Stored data
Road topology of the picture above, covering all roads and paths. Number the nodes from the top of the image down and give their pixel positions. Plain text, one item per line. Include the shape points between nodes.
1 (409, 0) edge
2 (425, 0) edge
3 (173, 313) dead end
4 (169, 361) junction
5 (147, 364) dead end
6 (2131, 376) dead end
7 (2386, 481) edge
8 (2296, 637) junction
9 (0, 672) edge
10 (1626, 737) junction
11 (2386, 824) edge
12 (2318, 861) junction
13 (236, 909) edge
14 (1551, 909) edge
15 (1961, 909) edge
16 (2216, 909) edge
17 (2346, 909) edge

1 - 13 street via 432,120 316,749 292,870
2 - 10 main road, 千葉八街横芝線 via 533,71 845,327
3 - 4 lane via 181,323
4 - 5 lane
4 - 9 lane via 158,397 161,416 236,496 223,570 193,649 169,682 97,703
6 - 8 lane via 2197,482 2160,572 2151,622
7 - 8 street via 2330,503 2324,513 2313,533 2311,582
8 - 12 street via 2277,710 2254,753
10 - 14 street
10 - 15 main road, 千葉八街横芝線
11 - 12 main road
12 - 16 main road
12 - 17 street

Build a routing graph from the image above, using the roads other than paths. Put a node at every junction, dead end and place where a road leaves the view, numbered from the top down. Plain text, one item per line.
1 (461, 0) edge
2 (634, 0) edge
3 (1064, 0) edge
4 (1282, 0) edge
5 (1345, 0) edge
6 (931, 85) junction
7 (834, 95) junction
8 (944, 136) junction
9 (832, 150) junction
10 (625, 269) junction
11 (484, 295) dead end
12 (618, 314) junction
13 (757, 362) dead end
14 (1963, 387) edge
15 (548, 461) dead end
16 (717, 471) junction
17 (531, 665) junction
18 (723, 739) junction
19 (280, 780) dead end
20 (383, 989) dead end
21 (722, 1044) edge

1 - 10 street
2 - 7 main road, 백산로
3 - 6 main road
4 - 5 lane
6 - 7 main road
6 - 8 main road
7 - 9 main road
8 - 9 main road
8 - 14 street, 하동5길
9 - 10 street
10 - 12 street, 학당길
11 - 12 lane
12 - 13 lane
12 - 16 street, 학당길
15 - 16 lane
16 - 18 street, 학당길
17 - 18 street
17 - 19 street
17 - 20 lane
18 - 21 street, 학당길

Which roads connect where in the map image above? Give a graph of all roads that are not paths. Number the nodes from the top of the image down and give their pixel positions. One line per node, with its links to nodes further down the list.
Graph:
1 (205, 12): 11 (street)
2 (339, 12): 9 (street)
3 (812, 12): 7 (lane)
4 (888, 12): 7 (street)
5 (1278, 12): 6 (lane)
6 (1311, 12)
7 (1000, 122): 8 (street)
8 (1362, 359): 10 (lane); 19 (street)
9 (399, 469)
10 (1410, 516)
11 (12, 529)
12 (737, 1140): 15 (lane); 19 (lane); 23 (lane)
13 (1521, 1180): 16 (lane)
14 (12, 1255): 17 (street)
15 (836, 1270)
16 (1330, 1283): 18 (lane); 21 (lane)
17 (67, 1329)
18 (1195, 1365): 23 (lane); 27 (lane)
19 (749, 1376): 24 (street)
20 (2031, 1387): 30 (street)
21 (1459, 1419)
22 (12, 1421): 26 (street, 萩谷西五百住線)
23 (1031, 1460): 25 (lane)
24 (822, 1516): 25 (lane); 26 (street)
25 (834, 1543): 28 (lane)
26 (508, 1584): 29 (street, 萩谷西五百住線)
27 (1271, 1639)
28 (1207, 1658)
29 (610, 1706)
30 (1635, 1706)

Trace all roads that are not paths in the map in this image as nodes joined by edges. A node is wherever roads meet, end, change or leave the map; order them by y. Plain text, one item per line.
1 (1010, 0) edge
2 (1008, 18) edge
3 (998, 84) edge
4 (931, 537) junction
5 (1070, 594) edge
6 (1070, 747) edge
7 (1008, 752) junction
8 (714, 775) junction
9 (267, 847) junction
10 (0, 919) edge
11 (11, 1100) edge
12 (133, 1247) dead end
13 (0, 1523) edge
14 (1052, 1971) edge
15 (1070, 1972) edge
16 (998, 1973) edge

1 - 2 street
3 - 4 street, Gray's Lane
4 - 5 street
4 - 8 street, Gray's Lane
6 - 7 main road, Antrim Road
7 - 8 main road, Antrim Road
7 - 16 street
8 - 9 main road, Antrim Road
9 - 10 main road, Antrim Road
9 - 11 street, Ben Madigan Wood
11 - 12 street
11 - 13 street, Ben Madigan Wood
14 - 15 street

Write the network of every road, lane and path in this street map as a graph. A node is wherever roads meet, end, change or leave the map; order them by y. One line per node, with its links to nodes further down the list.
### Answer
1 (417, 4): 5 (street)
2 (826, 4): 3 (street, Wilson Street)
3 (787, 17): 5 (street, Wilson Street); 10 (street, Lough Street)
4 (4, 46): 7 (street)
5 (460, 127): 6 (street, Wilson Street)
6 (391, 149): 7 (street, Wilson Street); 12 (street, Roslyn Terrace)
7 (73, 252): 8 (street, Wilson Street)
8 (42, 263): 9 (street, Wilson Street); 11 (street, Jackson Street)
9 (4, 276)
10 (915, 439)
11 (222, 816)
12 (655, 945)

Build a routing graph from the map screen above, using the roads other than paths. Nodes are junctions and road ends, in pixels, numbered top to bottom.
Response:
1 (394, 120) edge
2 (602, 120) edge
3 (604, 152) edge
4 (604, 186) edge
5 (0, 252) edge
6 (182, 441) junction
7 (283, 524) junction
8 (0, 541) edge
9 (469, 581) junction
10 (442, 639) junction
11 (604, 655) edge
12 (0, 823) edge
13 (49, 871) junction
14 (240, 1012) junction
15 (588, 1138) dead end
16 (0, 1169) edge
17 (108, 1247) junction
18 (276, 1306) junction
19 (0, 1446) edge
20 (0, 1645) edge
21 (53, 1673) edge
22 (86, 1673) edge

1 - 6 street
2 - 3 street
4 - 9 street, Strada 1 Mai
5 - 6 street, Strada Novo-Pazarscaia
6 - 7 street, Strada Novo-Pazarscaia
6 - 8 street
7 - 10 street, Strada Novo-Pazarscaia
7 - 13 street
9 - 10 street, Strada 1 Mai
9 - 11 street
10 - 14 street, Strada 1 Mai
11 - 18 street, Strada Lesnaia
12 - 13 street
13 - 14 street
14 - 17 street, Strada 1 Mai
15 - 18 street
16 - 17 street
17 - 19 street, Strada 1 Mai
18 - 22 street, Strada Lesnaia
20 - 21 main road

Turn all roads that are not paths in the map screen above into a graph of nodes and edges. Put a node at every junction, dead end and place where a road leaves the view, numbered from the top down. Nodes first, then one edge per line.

PROBLEM DESCRIPTION |
Where in the records does the string "screen" appear? Copy every line that has it.

RESPONSE TO THE TASK |
Build a routing graph from the map screen above, using the roads other than paths. Nodes are junctions and road ends, in pixels, numbered top to bottom.
Turn all roads that are not paths in the map screen above into a graph of nodes and edges. Put a node at every junction, dead end and place where a road leaves the view, numbered from the top down. Nodes first, then one edge per line.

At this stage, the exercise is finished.